What you will do:
Reproduce, character for character, the entries from their opening line through the line with "I need the junctions".

___ Provided data ___

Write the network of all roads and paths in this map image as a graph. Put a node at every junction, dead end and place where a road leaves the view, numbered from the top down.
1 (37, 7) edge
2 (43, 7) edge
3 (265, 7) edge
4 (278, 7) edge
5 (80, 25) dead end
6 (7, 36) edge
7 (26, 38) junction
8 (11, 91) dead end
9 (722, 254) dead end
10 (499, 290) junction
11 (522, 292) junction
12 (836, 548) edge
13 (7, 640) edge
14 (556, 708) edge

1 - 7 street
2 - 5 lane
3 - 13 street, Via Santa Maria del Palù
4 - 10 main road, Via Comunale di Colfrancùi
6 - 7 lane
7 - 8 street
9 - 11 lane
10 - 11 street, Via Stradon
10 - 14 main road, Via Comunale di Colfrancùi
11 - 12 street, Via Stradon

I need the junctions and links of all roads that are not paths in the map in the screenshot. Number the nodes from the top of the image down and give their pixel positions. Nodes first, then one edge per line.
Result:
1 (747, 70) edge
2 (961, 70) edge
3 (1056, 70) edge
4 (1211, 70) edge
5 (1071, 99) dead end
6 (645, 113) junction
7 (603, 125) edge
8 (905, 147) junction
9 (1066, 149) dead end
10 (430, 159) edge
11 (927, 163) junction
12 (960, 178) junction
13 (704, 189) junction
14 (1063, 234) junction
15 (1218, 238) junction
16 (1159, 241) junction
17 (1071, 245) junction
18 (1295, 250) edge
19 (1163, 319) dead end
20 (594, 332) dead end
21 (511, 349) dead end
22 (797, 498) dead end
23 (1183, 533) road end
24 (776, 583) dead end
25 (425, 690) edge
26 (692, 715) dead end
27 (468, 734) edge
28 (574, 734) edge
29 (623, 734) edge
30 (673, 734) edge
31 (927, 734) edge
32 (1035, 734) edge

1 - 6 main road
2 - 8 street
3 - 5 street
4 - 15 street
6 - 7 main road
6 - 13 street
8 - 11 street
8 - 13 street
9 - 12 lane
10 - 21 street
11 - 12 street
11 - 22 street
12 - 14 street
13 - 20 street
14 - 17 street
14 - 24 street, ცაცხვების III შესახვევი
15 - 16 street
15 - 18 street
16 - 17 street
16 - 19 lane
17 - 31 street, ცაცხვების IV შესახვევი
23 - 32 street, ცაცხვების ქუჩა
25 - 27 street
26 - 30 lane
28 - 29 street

___

Answer to the exercise:
Write the network of all roads and paths in this map image as a graph. Put a node at every junction, dead end and place where a road leaves the view, numbered from the top down.
1 (37, 7) edge
2 (43, 7) edge
3 (265, 7) edge
4 (278, 7) edge
5 (80, 25) dead end
6 (7, 36) edge
7 (26, 38) junction
8 (11, 91) dead end
9 (722, 254) dead end
10 (499, 290) junction
11 (522, 292) junction
12 (836, 548) edge
13 (7, 640) edge
14 (556, 708) edge

1 - 7 street
2 - 5 lane
3 - 13 street, Via Santa Maria del Palù
4 - 10 main road, Via Comunale di Colfrancùi
6 - 7 lane
7 - 8 street
9 - 11 lane
10 - 11 street, Via Stradon
10 - 14 main road, Via Comunale di Colfrancùi
11 - 12 street, Via Stradon

I need the junctions and links of all roads that are not paths in the map in the screenshot. Number the nodes from the top of the image down and give their pixel positions. Nodes first, then one edge per line.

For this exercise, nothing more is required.